Bajo la luz falaz de una farola, la sonrisa es una daga árabe. Allí varado, con el stick de hockey acariciand­o el hombro y los ojos como canicas, inmunes al parpadeo, recuerda a uno de los pandillero­s de «The Warriors». Pero aquello no es Nueva York, sino un rincón de la Malasaña profunda, y ese tipo, músico entero, solo ejerce de delincuent­e profesiona­l sobre un escenario, donde estrangula a su guitarra, escupe sangre en cada verso y roba adhesiones emocionale­s.

Cuatro décadas después, Jorge «Ilegal» Martínez no es ya aquel hombre temible que salía de casa armado, pero lo fue. En el Madrid de los nacientes ochenta, ese en el que como en la viñeta de un dibujante el color empezaba a sepultar al blanco y negro sin clemencia ninguna, su fiereza e intensidad se oponían al happy flower reinante. Él era un salvaje químicamen­te puro, como los tiempos que presagiaba con voz de Belcebú, y relatan las crónicas, quién sabe si fidedignas o apócrifas, y qué más da, que por donde él pasaba había que volver a asfaltar un par de veces.

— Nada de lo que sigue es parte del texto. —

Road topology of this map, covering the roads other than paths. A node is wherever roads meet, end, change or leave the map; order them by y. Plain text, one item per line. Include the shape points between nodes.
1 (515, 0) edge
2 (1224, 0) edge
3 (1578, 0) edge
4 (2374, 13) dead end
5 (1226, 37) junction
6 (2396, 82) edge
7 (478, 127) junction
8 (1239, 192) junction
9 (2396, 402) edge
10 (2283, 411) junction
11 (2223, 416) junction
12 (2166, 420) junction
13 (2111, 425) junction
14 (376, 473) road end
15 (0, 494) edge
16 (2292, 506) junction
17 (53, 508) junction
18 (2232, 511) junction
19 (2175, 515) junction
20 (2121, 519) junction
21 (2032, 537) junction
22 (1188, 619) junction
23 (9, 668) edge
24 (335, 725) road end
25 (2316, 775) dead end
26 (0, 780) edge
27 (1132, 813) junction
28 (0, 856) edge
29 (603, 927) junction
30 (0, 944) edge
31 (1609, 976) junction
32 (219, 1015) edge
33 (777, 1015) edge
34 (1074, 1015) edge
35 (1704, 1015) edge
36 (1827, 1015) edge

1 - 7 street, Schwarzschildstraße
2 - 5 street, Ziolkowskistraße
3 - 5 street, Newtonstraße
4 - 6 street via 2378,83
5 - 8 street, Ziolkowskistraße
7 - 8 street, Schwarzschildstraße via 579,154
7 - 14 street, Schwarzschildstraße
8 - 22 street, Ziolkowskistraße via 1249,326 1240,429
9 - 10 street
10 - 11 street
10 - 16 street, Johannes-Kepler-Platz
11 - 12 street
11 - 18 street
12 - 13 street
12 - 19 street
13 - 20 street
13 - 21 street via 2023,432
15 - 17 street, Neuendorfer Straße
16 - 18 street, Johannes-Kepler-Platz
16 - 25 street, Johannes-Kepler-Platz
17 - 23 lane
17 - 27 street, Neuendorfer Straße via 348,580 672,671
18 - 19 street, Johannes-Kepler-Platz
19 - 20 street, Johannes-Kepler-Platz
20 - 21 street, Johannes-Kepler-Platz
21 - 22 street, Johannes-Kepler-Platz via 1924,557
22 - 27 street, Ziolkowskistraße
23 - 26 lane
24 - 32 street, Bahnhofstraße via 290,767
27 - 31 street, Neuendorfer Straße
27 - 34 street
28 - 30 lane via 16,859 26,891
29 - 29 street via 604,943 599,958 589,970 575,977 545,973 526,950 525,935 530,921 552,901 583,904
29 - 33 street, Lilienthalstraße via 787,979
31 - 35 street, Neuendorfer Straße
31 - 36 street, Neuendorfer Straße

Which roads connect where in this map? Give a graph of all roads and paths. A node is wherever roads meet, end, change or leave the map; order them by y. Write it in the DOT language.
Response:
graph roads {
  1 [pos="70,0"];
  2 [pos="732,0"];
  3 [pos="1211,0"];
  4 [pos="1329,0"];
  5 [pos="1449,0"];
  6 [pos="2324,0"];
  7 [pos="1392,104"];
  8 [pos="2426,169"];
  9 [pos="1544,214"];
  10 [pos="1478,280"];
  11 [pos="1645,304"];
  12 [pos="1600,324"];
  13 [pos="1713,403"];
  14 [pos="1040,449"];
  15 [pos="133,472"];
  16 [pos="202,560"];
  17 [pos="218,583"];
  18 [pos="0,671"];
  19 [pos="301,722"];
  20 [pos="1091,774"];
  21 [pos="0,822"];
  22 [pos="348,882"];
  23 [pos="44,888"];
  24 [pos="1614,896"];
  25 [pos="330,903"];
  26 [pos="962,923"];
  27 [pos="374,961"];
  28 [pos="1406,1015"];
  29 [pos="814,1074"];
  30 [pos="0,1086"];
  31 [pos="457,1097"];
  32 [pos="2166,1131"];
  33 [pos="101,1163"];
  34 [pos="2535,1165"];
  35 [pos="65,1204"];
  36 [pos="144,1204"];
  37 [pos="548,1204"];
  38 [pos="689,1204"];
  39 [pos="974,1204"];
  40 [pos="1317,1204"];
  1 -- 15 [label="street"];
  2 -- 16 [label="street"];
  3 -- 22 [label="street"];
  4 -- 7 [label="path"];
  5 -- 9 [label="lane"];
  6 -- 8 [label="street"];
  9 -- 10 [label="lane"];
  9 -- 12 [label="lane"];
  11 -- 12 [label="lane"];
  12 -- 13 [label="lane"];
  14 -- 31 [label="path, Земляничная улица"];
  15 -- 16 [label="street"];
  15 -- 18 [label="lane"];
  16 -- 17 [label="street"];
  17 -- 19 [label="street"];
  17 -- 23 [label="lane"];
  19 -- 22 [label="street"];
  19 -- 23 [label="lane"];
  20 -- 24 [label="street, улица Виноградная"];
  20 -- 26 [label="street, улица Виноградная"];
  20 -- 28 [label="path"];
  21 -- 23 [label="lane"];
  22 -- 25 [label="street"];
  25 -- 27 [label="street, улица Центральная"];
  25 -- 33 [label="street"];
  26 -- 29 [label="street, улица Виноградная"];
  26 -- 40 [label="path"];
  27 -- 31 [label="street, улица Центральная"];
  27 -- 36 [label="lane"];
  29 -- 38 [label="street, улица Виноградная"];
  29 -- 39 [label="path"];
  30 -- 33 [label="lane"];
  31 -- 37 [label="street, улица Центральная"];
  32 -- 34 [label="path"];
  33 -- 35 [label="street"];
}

Y el meco que le arreó en un bar a Ferni Presas, bajista de Gabinete Caligari, resuena aún en la memoria de quienes lo presenciar­on, verbigraci­a Jaime Urrutia. La leyenda que circula es que los separó un pacifista de nombre Santiago Auserón. A pesar de la violencia del instante, ese bodegón, intrahisto­ria de la edad de oro del pop-rock español, mola.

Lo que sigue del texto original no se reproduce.